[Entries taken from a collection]
****
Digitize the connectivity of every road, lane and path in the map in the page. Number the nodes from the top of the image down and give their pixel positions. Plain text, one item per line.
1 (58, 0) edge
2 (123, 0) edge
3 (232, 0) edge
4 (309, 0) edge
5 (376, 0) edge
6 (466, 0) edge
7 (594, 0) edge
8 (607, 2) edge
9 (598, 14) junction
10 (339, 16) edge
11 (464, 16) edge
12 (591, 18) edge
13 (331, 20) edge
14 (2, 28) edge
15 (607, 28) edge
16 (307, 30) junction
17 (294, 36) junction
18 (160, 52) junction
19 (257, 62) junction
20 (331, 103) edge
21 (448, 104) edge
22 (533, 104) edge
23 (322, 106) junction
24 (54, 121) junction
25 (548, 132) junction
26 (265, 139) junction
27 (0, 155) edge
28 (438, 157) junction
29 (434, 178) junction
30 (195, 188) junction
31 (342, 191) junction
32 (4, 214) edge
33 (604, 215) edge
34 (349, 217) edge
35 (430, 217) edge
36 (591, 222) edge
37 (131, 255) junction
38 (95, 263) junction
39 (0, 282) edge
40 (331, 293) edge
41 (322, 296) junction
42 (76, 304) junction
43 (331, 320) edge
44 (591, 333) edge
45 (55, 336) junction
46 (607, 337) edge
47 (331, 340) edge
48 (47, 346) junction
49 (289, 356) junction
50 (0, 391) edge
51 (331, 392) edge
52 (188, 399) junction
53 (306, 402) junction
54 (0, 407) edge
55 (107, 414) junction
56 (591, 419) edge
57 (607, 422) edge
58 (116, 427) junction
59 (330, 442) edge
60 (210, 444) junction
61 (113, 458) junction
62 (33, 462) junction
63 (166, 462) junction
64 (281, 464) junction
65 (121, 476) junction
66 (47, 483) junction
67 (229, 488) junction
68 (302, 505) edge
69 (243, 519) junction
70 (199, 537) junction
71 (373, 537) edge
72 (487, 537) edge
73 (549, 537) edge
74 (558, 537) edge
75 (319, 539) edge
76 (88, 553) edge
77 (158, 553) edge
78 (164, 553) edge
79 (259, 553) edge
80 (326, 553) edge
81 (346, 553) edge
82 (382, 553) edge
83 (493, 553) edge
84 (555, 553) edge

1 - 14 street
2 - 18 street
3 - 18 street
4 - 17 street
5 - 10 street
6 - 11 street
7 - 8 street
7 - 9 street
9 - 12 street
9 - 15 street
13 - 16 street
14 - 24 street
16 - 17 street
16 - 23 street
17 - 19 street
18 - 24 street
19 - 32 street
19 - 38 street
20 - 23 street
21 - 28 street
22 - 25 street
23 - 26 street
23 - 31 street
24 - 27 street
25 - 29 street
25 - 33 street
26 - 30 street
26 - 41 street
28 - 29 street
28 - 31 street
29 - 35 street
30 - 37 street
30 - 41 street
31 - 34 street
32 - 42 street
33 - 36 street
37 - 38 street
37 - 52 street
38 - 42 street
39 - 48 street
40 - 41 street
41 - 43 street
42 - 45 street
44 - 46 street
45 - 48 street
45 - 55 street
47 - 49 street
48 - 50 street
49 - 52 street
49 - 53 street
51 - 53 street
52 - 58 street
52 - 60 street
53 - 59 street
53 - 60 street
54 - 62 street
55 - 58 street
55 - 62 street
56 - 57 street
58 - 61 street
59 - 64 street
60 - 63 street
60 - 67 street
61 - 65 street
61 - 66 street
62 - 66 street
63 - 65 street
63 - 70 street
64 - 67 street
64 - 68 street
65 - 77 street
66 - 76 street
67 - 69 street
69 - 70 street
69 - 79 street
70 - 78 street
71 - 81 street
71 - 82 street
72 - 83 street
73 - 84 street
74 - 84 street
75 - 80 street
****
» **Directions for this task**: From the first line to the last, return the data exactly.

» **Response to the exercise**:
Digitize the connectivity of every road, lane and path in the map in the page. Number the nodes from the top of the image down and give their pixel positions. Plain text, one item per line.
1 (58, 0) edge
2 (123, 0) edge
3 (232, 0) edge
4 (309, 0) edge
5 (376, 0) edge
6 (466, 0) edge
7 (594, 0) edge
8 (607, 2) edge
9 (598, 14) junction
10 (339, 16) edge
11 (464, 16) edge
12 (591, 18) edge
13 (331, 20) edge
14 (2, 28) edge
15 (607, 28) edge
16 (307, 30) junction
17 (294, 36) junction
18 (160, 52) junction
19 (257, 62) junction
20 (331, 103) edge
21 (448, 104) edge
22 (533, 104) edge
23 (322, 106) junction
24 (54, 121) junction
25 (548, 132) junction
26 (265, 139) junction
27 (0, 155) edge
28 (438, 157) junction
29 (434, 178) junction
30 (195, 188) junction
31 (342, 191) junction
32 (4, 214) edge
33 (604, 215) edge
34 (349, 217) edge
35 (430, 217) edge
36 (591, 222) edge
37 (131, 255) junction
38 (95, 263) junction
39 (0, 282) edge
40 (331, 293) edge
41 (322, 296) junction
42 (76, 304) junction
43 (331, 320) edge
44 (591, 333) edge
45 (55, 336) junction
46 (607, 337) edge
47 (331, 340) edge
48 (47, 346) junction
49 (289, 356) junction
50 (0, 391) edge
51 (331, 392) edge
52 (188, 399) junction
53 (306, 402) junction
54 (0, 407) edge
55 (107, 414) junction
56 (591, 419) edge
57 (607, 422) edge
58 (116, 427) junction
59 (330, 442) edge
60 (210, 444) junction
61 (113, 458) junction
62 (33, 462) junction
63 (166, 462) junction
64 (281, 464) junction
65 (121, 476) junction
66 (47, 483) junction
67 (229, 488) junction
68 (302, 505) edge
69 (243, 519) junction
70 (199, 537) junction
71 (373, 537) edge
72 (487, 537) edge
73 (549, 537) edge
74 (558, 537) edge
75 (319, 539) edge
76 (88, 553) edge
77 (158, 553) edge
78 (164, 553) edge
79 (259, 553) edge
80 (326, 553) edge
81 (346, 553) edge
82 (382, 553) edge
83 (493, 553) edge
84 (555, 553) edge

1 - 14 street
2 - 18 street
3 - 18 street
4 - 17 street
5 - 10 street
6 - 11 street
7 - 8 street
7 - 9 street
9 - 12 street
9 - 15 street
13 - 16 street
14 - 24 street
16 - 17 street
16 - 23 street
17 - 19 street
18 - 24 street
19 - 32 street
19 - 38 street
20 - 23 street
21 - 28 street
22 - 25 street
23 - 26 street
23 - 31 street
24 - 27 street
25 - 29 street
25 - 33 street
26 - 30 street
26 - 41 street
28 - 29 street
28 - 31 street
29 - 35 street
30 - 37 street
30 - 41 street
31 - 34 street
32 - 42 street
33 - 36 street
37 - 38 street
37 - 52 street
38 - 42 street
39 - 48 street
40 - 41 street
41 - 43 street
42 - 45 street
44 - 46 street
45 - 48 street
45 - 55 street
47 - 49 street
48 - 50 street
49 - 52 street
49 - 53 street
51 - 53 street
52 - 58 street
52 - 60 street
53 - 59 street
53 - 60 street
54 - 62 street
55 - 58 street
55 - 62 street
56 - 57 street
58 - 61 street
59 - 64 street
60 - 63 street
60 - 67 street
61 - 65 street
61 - 66 street
62 - 66 street
63 - 65 street
63 - 70 street
64 - 67 street
64 - 68 street
65 - 77 street
66 - 76 street
67 - 69 street
69 - 70 street
69 - 79 street
70 - 78 street
71 - 81 street
71 - 82 street
72 - 83 street
73 - 84 street
74 - 84 street
75 - 80 street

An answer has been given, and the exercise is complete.